▸ **Task brief**: Leaving out the images, repeat all the lines below exactly.

═════ Information ═════

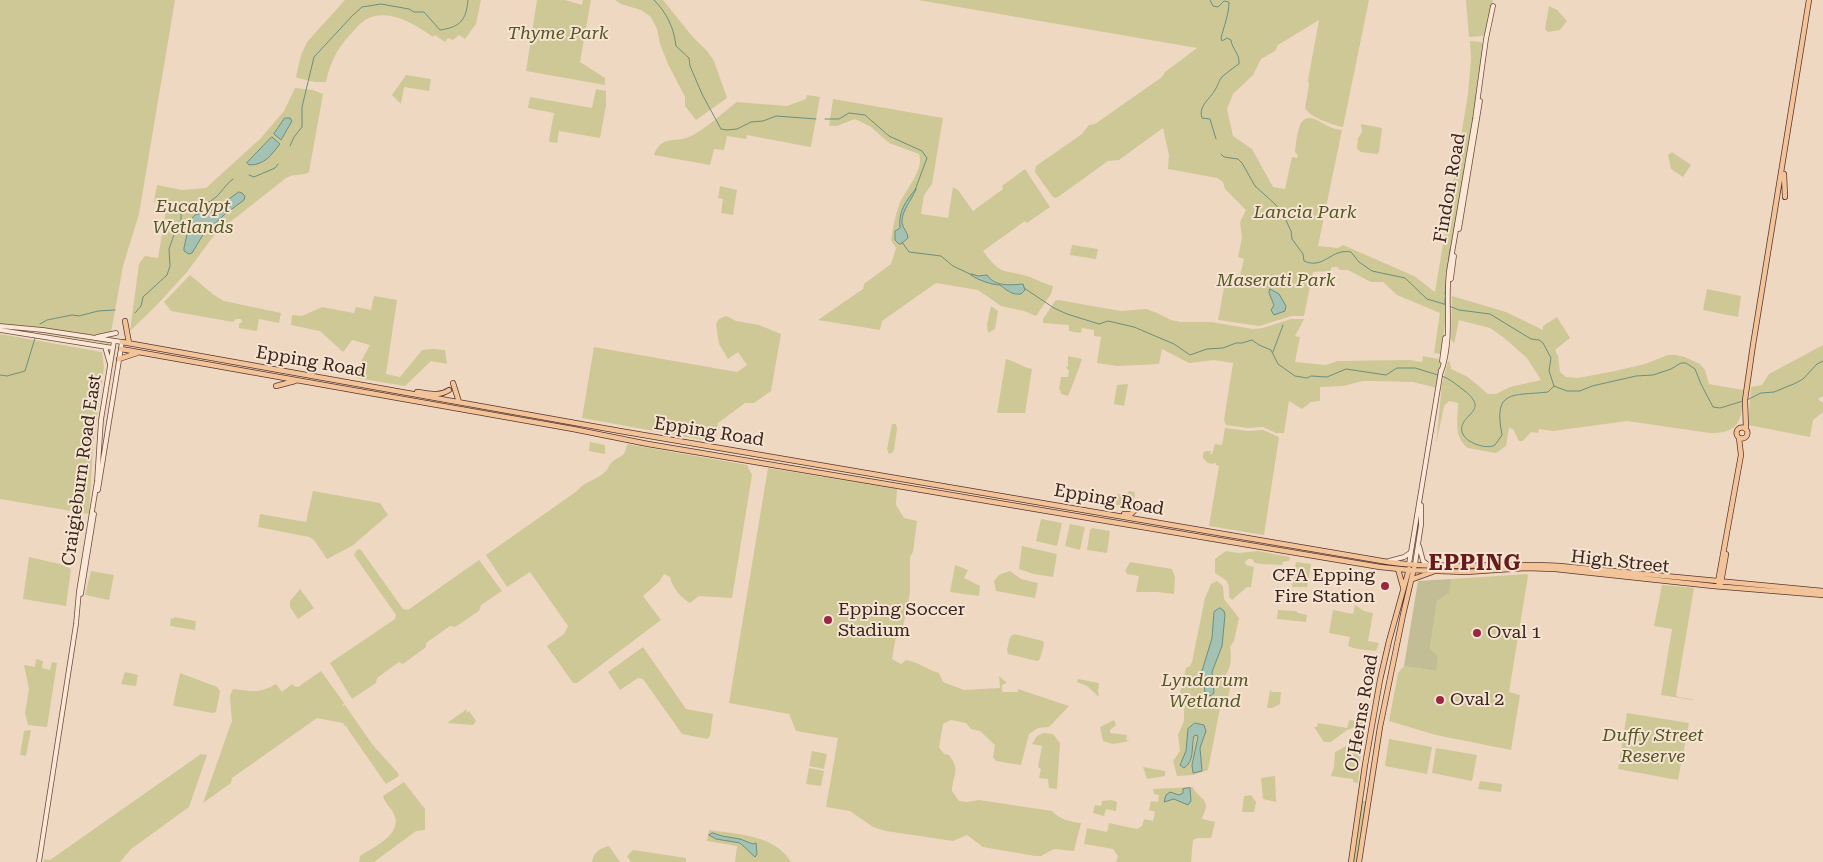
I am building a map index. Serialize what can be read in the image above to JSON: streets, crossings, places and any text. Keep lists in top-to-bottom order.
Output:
{
  "streets": {
    "main road": [
      "Findon Road",
      "Epping Road",
      "Craigieburn Road East",
      "High Street",
      "O'Herns Road"
    ]
  },
  "crossings": [
    ["Findon Road", "Epping Road"],
    ["Findon Road", "High Street"],
    ["Epping Road", "Craigieburn Road East"],
    ["Epping Road", "High Street"],
    ["Epping Road", "O'Herns Road"],
    ["High Street", "O'Herns Road"]
  ],
  "districts": ["EPPING"],
  "parks": [
    "Thyme Park",
    "Eucalypt Wetlands",
    "Lancia Park",
    "Maserati Park",
    "Lyndarum Wetland",
    "Duffy Street Reserve"
  ],
  "places": [
    "CFA Epping Fire Station",
    "Epping Soccer Stadium",
    "Oval 1",
    "Oval 2"
  ]
}
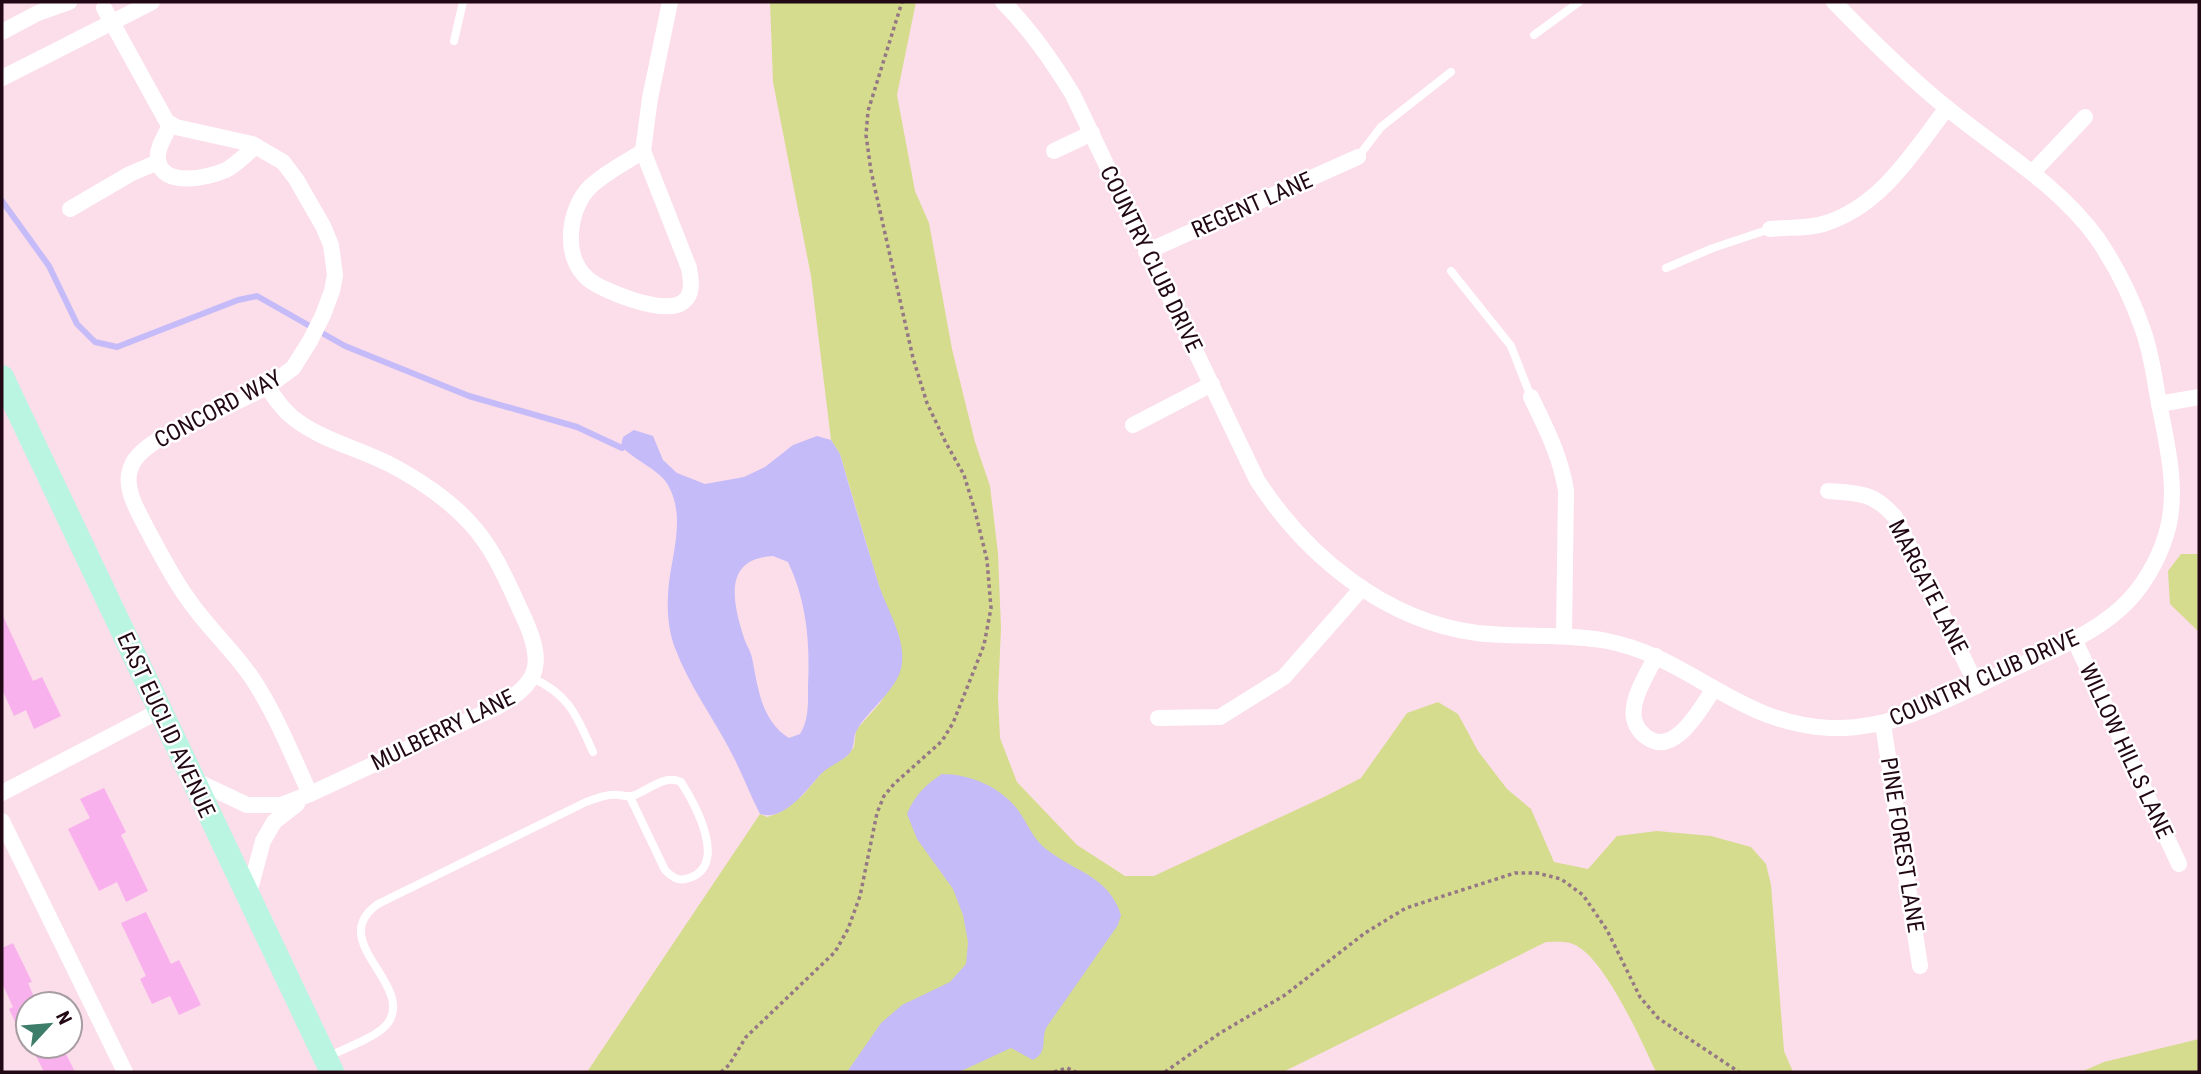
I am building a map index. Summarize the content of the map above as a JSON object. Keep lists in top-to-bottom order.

═════

▸ **Solved exercise**:
I am building a map index. Serialize what can be read in the image above to JSON: streets, crossings, places and any text. Keep lists in top-to-bottom order.
Output:
{
  "streets": {
    "main road": [
      "Findon Road",
      "Epping Road",
      "Craigieburn Road East",
      "High Street",
      "O'Herns Road"
    ]
  },
  "crossings": [
    ["Findon Road", "Epping Road"],
    ["Findon Road", "High Street"],
    ["Epping Road", "Craigieburn Road East"],
    ["Epping Road", "High Street"],
    ["Epping Road", "O'Herns Road"],
    ["High Street", "O'Herns Road"]
  ],
  "districts": ["EPPING"],
  "parks": [
    "Thyme Park",
    "Eucalypt Wetlands",
    "Lancia Park",
    "Maserati Park",
    "Lyndarum Wetland",
    "Duffy Street Reserve"
  ],
  "places": [
    "CFA Epping Fire Station",
    "Epping Soccer Stadium",
    "Oval 1",
    "Oval 2"
  ]
}
I am building a map index. Summarize the content of the map above as a JSON object. Keep lists in top-to-bottom order.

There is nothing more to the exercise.